The main purpose of the use of FEL (front-front-end-loading) is to determine whether a development opportunity makes good business sense, not just whether it is technically possible.
The FEL process must therefore demonstrate that, not only it has the technical issues been satisfactorily addressed, but also that the broader commercial, economic and social issues have been considered in the development of a comprehensive business plan, which includes an assessment of the risk-reward profile of the proposed development
FEL methodology divides the development phase into three different phases: FEL1 – Business Analysis, FEL2 – Trade off Analysis and FEL3 – Project Implementation Plan and introduces stage gates in three stages (Gate 01, Gate 02 and Gate 03). The gates work as clear transition points in which the project, after evaluated, may go to the next phase, return for better definition or canceled, according to Picture 1.
Picture 1 – Project life cycle with gates
Based on learnings from governance research, an ineffective or undermined governance process often have some (if not all) of the following symptoms:
1. The project sponsor is the ‘gatekeeper’
2. Project process is bypassed,
3. Scope is dropped (or changed) after Gate 2.
4. Deliverables and answers required to make a decision on the feasibility of an opportunity progressing are waived till the next phase
5. Deliverables are used isolated only to complete check list. This brings a false maturity level of the project and issues ahead.
6. New scenarios, premises and restrictions are not reconsidered again.
The poor track record of the industry – which indicates only half of projects meet their feasibility study expectations – demands a better approach to the feasibility study process.
A clear statistical indicator of capital effectiveness, and one of the final aspects of effective project governance,is project definition.
Organisations with weak governance will systematically approve projects with sub-optimal project definition, and in turn, pay more capital for the same scope than their peers.

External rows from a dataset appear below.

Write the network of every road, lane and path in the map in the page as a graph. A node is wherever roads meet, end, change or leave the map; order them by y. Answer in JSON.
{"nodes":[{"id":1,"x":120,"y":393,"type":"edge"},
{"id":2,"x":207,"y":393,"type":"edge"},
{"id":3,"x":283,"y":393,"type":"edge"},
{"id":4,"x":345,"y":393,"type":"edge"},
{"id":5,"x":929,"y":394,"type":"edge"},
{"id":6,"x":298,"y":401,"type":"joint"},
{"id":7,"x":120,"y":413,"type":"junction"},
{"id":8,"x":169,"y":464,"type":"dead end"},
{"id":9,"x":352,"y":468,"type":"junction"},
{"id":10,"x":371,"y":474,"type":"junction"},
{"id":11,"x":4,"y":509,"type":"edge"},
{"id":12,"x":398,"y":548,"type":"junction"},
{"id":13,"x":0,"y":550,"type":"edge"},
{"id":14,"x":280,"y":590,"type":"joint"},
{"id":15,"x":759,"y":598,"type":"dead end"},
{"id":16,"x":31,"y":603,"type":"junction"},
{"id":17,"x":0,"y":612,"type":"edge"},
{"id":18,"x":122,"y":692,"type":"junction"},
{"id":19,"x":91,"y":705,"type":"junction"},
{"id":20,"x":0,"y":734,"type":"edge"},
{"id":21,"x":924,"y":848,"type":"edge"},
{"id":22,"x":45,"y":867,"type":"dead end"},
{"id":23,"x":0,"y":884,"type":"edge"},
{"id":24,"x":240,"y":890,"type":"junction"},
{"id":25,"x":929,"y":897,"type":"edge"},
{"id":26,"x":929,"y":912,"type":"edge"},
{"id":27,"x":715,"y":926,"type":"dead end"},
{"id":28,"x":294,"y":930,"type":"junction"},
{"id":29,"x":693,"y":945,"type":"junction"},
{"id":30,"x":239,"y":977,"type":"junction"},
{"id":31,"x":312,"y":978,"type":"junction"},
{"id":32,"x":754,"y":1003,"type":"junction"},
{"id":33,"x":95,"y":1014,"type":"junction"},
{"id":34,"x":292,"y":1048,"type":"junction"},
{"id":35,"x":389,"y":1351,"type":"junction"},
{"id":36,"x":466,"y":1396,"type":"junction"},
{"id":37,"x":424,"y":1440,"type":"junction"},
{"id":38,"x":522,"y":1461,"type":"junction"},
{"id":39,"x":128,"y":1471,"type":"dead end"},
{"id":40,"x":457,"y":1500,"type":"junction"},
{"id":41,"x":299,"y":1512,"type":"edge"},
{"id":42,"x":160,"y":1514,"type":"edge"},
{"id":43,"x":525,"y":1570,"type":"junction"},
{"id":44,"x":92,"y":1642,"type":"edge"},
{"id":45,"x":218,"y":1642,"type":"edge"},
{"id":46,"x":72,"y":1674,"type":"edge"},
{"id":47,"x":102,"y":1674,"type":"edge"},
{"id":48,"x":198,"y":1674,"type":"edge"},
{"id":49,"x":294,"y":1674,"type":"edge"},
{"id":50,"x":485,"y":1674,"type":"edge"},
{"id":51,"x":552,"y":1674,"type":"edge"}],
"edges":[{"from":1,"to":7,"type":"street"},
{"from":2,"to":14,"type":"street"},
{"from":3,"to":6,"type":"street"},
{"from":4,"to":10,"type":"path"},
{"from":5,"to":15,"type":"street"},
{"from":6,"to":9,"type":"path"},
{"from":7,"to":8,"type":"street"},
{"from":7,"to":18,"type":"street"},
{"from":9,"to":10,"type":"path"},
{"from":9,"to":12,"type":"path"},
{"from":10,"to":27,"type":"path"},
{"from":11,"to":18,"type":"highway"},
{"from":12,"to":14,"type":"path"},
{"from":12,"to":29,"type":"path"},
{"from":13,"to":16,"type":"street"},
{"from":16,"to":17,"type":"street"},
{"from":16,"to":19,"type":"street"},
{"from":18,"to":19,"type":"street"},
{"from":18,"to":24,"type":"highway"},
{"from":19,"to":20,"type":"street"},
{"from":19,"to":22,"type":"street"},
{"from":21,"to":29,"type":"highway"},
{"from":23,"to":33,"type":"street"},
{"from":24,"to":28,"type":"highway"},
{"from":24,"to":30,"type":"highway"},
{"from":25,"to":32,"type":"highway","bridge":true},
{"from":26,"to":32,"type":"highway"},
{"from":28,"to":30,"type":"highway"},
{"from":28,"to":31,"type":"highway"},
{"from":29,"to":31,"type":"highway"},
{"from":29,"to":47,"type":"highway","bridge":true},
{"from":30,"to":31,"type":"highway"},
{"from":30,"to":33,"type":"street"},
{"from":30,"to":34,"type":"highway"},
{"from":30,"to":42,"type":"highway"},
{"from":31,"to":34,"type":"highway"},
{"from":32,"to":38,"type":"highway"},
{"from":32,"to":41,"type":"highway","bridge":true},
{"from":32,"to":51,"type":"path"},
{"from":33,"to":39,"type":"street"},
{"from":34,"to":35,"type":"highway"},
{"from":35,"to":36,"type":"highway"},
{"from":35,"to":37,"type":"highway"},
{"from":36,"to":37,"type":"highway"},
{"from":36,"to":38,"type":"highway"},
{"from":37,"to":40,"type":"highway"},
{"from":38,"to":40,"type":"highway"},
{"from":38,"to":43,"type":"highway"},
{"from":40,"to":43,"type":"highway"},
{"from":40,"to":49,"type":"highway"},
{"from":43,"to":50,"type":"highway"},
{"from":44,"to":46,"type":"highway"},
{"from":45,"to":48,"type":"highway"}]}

This effectively means that fewer opportunities can be delivered for the same budget.
The proposed methodology is an efficient instrument for Capital Projects, in several ways:
· Provide understanding and mitigation of the risks involved;
· Gives consonance between products of the several disciplines involved in each phase;
· Allows corporate planning;
· Preserves the company’s interests;
· Brings up optimum conditions to support to the decision making process.